Throughout the hour-long performance, Gordon sits at the back of the space at a table atop a low platform; he has the script open in front of him, and when Setterfield goes up to him and gives him a good-luck pat and a few words, it’s clear that this is Valda-as-herself with her real-life husband. But when she steps to one of two microphones and begins to talk about Pirandello and illusion versus reality, she becomes the wife as a performer who keeps forgetting her lines and has to be prompted by her husband playing the character that he is: the writer-director. All of this, of course, is scripted. When Setterfield repeats her speech nearly an hour later, while Beginning of the End of the. . . is winding backward toward its own ending, she reads them quite differently.
The characters’ lives spill out of the plot they’re meant to be part of. In the end, Skeist angrily demands to have his character written out of the play. The roles that Pirandello wrote also intertwine with the concerns and memories of Gordon and Setterfield. She talks of herself as a young dancer in an Italian revue; somehow she then becomes a Pirandellian character (perhaps Madame Pace from Six Characters), proud, as an actress, that she can deliver the lines off the paper she holds in an Italian accent (fakey though it is). I can’t remember for sure how all the bits of Beginning of the End of the. . . mesh (count among these Setterfield donning a chef’s hat, in obedience to stage directions that Gordon reads, and she and Gordon speculating about what each might do if the other were to die first). But mesh they do. Like all Gordon’s works, this one marches along, wheeling intricately but clearly through space—every word, gesture, and dance step part of a crisp, rhythm that flows along trailing repetitions and interpolations.
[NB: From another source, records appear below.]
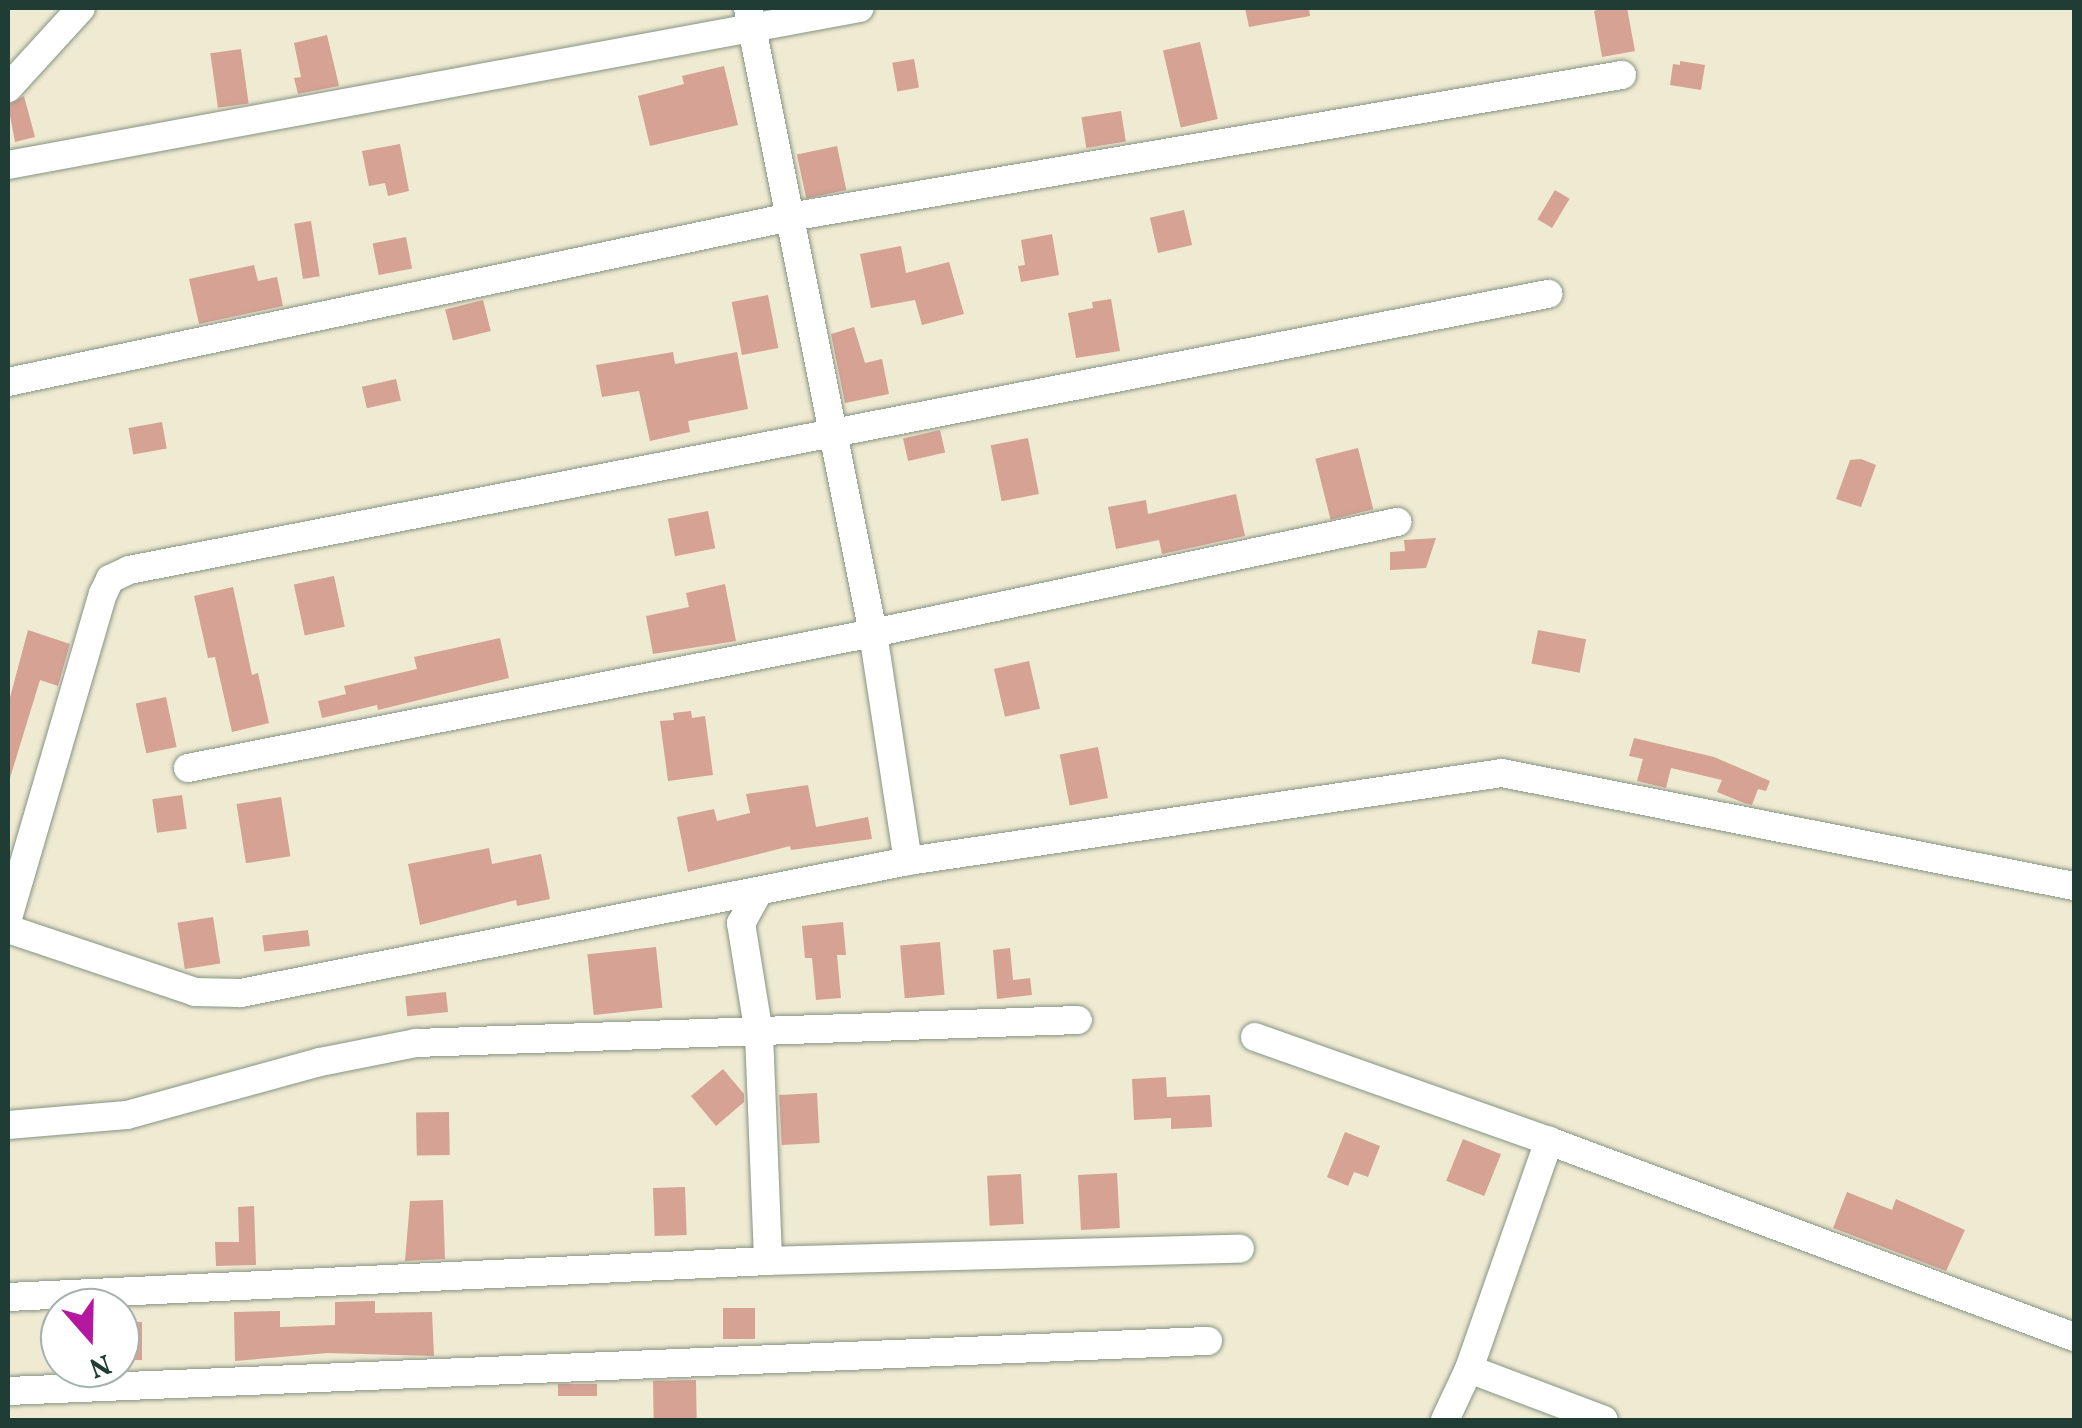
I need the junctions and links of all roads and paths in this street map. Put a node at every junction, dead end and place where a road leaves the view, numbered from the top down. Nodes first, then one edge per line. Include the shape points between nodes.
1 (81, 8) edge
2 (860, 8) edge
3 (750, 17) edge
4 (1622, 76) dead end
5 (8, 88) edge
6 (8, 165) edge
7 (790, 217) junction
8 (1548, 294) dead end
9 (8, 382) edge
10 (835, 430) junction
11 (1397, 522) dead end
12 (873, 633) junction
13 (188, 768) dead end
14 (908, 861) junction
15 (2074, 886) edge
16 (759, 891) junction
17 (8, 918) edge
18 (8, 930) edge
19 (1078, 1020) dead end
20 (759, 1034) junction
21 (1254, 1037) dead end
22 (8, 1125) edge
23 (1549, 1140) junction
24 (1240, 1249) dead end
25 (768, 1261) junction
26 (8, 1297) edge
27 (2074, 1338) edge
28 (1208, 1341) dead end
29 (1469, 1369) junction
30 (8, 1391) edge
31 (1445, 1420) edge
32 (1604, 1420) edge

1 - 5 street
2 - 3 street
3 - 6 street
3 - 7 street
4 - 7 street
7 - 9 street
7 - 10 street
8 - 10 street
10 - 12 street
10 - 17 street via 110,579
11 - 12 street
12 - 13 street
12 - 14 street
14 - 15 street via 1502,773
14 - 16 street
16 - 18 street via 242,993 195,992
16 - 20 street via 741,923
19 - 20 street
20 - 22 street via 416,1043 127,1115
20 - 25 street
21 - 23 street
23 - 27 street
23 - 29 street
24 - 25 street
25 - 26 street
28 - 30 street
29 - 31 street
29 - 32 street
The structure of the piece involves some risks. As in Six Characters in Search of an Author, two children die; the little girl drowns in a pool of water, her brother shoots himself. In this case, they’re represented by oversized Raggedy Ann and Raggedy Andy dolls, and the timing—the sudden smack when a flat tips and hits the floor, the droop of a stuffed toy’s head into a yellow mop bucket—are startlingly dramatic. Someone says “curtain.” You think the end is imminent. But this isn’t the real finish to the evening, only to the plot that Pirandello’s characters are trying to get him to write. Fragments of what we’ve seen and heard earlier are remembered, repeated, altered. Elements of the dances reappear in three-part counterpoint. The performers slip away one by one. Gordon finally stands up and shambles into the wings, leaving Setterfield alone with her solo. Bringing the past into the present. Making the present into the past.